For one reason or another Santos's Filipino expatriates stay on in America even when their dream of success in the land of plenty has finally vanished. Ambo, the narrator in many stories, has attempted to return, only to be disappointed at home, not so much by the yearly typhoon that plagues his home in the Bicol region as by the betrayal of a friend whom he used to help in Washington, D.C. So he seeks another passage, perhaps a final one, back to America. Celestino Fabia can never return to his native shore in the Visayas because, having stayed twenty years on a remote farm in Michigan, no one will remember him. His only link with the Philippines is a faded picture of a Filipina he does not even know. Filemon Acayan can only make a symbolic return by welcoming and attempting to entertain the Bayanihan Dancers in Chicago. When they turn down his offer to drive them around the city and to eat at his apartment, he makes what seems a desperate effort at preserving the last moorings with his country: he attends their show and records their songs and the sounds of their agile, dancing feet doing the tinikling. However, when he plays the tape recorder at his apartment for the benefit of his dying friend, another Filipino exile, Filemon presses the wrong button, and in one clumsy moment erases what he has tried so hard to preserve—his last link with his people and country—thus making his isolation more devastating and complete.

Many more like him never return, even symbolically, and many do not even dream of returning. Lost and confused in strange cities among strange people, they drift aimlessly, and to forget a weariness which is more than physical they play poker or billiards, and drink and seek momentary solace in the faithless arms of women. They have become spiritual drifters, suffering as much ruin as the warravaged Philippines. In a sense, they are the people to whom the words of Father Ocampo in "For These Ruins" accurately apply: "We have seen pictures of our blasted cities. But there are ruins other than the eyes can see."

It is the mark of Santos's genius as a fictionist to have portrayed these ruins in story after story, to have given a spiritual and cultural counterpart to the physical ruins suffered by the Philippines during the last war. To be sure, the stories of Santos in this collection are not about the Filipinos in the Philippines who, having suffered the physical effects of war, have also suffered its spiritual effects. The scarred psyche caused by the war remains for other Filipino writers to record, and many have attempted to do so. Having spent the war years in America, Santos could only write about those who have been, literally, far from battlefronts. Yet, it is a further measure of his genius that his stories are no less memorable and true, his characters no less lonely, for that fact.

If the outbreak of the war gave Santos the personal opportunity to travel and lecture extensively in America and enabled him to meet many Filipino expatriates, the consequent occupation of the Philippines by the enemy gave him the artistic fulcrum to elevate reality into art. It fired his imagination so that he began to see the war as one more dimension in the isolation of the expatriates. It became for him as a writer, if not as a man, the ultimate symbol of the lostness of his countrymen in America.

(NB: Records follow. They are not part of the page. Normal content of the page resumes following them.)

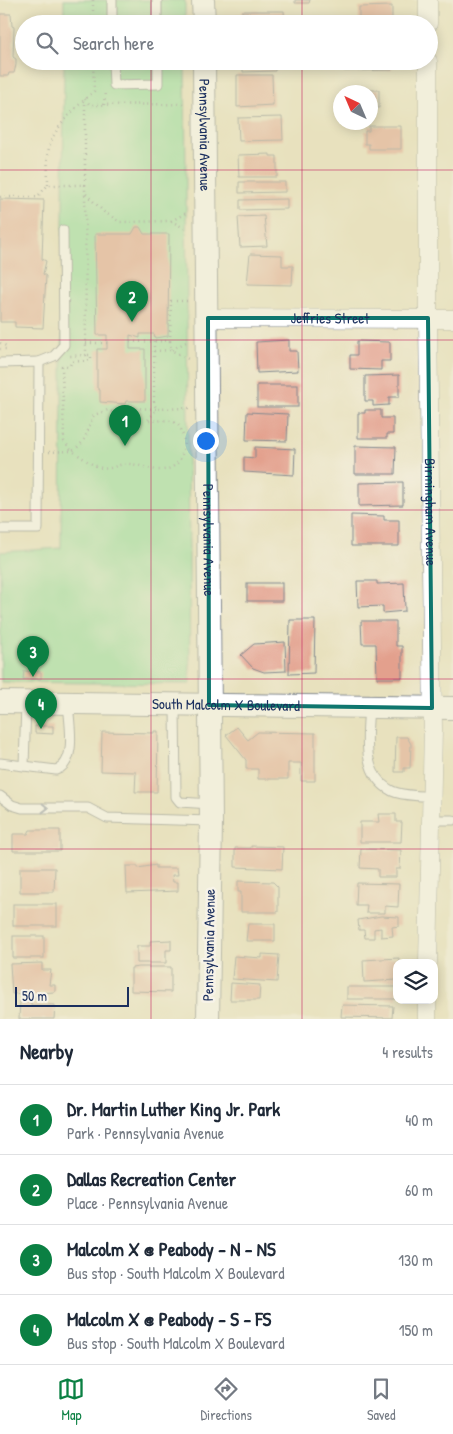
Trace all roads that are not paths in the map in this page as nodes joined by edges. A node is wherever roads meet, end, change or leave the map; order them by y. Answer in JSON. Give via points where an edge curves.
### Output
{"nodes":[{"id":1,"x":112,"y":0,"type":"edge"},
{"id":2,"x":157,"y":0,"type":"edge"},
{"id":3,"x":203,"y":0,"type":"edge"},
{"id":4,"x":428,"y":0,"type":"edge"},
{"id":5,"x":112,"y":15,"type":"edge"},
{"id":6,"x":157,"y":15,"type":"edge"},
{"id":7,"x":204,"y":15,"type":"edge"},
{"id":8,"x":428,"y":15,"type":"edge"},
{"id":9,"x":113,"y":70,"type":"edge"},
{"id":10,"x":158,"y":70,"type":"edge"},
{"id":11,"x":204,"y":70,"type":"edge"},
{"id":12,"x":428,"y":70,"type":"edge"},
{"id":13,"x":63,"y":230,"type":"dead end"},
{"id":14,"x":208,"y":318,"type":"junction"},
{"id":15,"x":428,"y":318,"type":"junction"},
{"id":16,"x":453,"y":319,"type":"edge"},
{"id":17,"x":39,"y":362,"type":"junction"},
{"id":18,"x":0,"y":363,"type":"edge"},
{"id":19,"x":0,"y":529,"type":"edge"},
{"id":20,"x":0,"y":702,"type":"edge"},
{"id":21,"x":26,"y":703,"type":"junction"},
{"id":22,"x":68,"y":703,"type":"junction"},
{"id":23,"x":176,"y":705,"type":"junction"},
{"id":24,"x":210,"y":705,"type":"junction"},
{"id":25,"x":369,"y":707,"type":"junction"},
{"id":26,"x":443,"y":708,"type":"edge"},
{"id":27,"x":0,"y":763,"type":"edge"},
{"id":28,"x":24,"y":766,"type":"junction"},
{"id":29,"x":0,"y":796,"type":"edge"},
{"id":30,"x":430,"y":797,"type":"junction"},
{"id":31,"x":211,"y":813,"type":"junction"},
{"id":32,"x":430,"y":820,"type":"junction"},
{"id":33,"x":453,"y":820,"type":"edge"},
{"id":34,"x":428,"y":959,"type":"edge"},
{"id":35,"x":427,"y":1004,"type":"edge"},
{"id":36,"x":208,"y":1019,"type":"edge"},
{"id":37,"x":427,"y":1019,"type":"edge"}],
"edges":[{"from":1,"to":5,"type":"lane"},
{"from":2,"to":6,"type":"lane"},
{"from":3,"to":7,"type":"street"},
{"from":4,"to":8,"type":"street"},
{"from":9,"to":10,"type":"lane","via":[[114,85],[158,84]]},
{"from":11,"to":14,"type":"street","name":"Pennsylvania Avenue"},
{"from":12,"to":15,"type":"street","name":"Birmingham Avenue"},
{"from":13,"to":17,"type":"lane","via":[[64,345],[54,356]]},
{"from":14,"to":15,"type":"street","name":"Jeffries Street"},
{"from":14,"to":24,"type":"street","name":"Pennsylvania Avenue"},
{"from":15,"to":16,"type":"street","name":"Jeffries Street"},
{"from":15,"to":26,"type":"street","name":"Birmingham Avenue"},
{"from":17,"to":18,"type":"lane"},
{"from":17,"to":19,"type":"lane","via":[[38,529]]},
{"from":20,"to":21,"type":"street","name":"South Malcolm X Boulevard"},
{"from":21,"to":22,"type":"street","name":"South Malcolm X Boulevard"},
{"from":21,"to":28,"type":"lane"},
{"from":22,"to":23,"type":"street","name":"South Malcolm X Boulevard"},
{"from":22,"to":28,"type":"lane","via":[[68,761],[56,770]]},
{"from":23,"to":24,"type":"street","name":"South Malcolm X Boulevard"},
{"from":23,"to":31,"type":"lane","via":[[176,798]]},
{"from":24,"to":25,"type":"street","name":"South Malcolm X Boulevard"},
{"from":24,"to":31,"type":"street","name":"Pennsylvania Avenue"},
{"from":25,"to":26,"type":"street","name":"South Malcolm X Boulevard"},
{"from":25,"to":30,"type":"lane","via":[[367,737],[371,769],[378,780],[393,792]]},
{"from":26,"to":30,"type":"street","name":"Birmingham Avenue"},
{"from":27,"to":28,"type":"lane"},
{"from":29,"to":31,"type":"lane","one_way":true,"via":[[22,808],[88,808],[108,818]]},
{"from":30,"to":32,"type":"street","name":"Birmingham Avenue"},
{"from":31,"to":36,"type":"street","name":"Pennsylvania Avenue"},
{"from":32,"to":33,"type":"lane"},
{"from":32,"to":34,"type":"street","name":"Birmingham Avenue"},
{"from":35,"to":37,"type":"street"}]}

I say this notwithstanding the fact that in the present book only three stories have something to do with the war, and even here the war is a mere backdrop: because in many stories he has transmuted the physical ruins of his country into the spiritual ruins of his countrymen abroad.

In exploring the many dimensions of the isolation of the expatriates, Santos, however, has not stopped with the war. War, after all, is a historically contained event, and although a people may suffer its consequences long after it is over, the isolation it imposes on its victims comes from the outside and from foreign enemies. Besides, the Filipinos about whom Santos has written were not direct victims of the war. If they suffered from isolation from their country as a result of the war, their isolation is somehow lessened by their own helplessness and by a great deal of historical inevitability. What is more painful is that isolation for which they were responsible and which to a certain degree they could prevent. In almost all the stories this is the kind of isolation that Santos has tried to explore.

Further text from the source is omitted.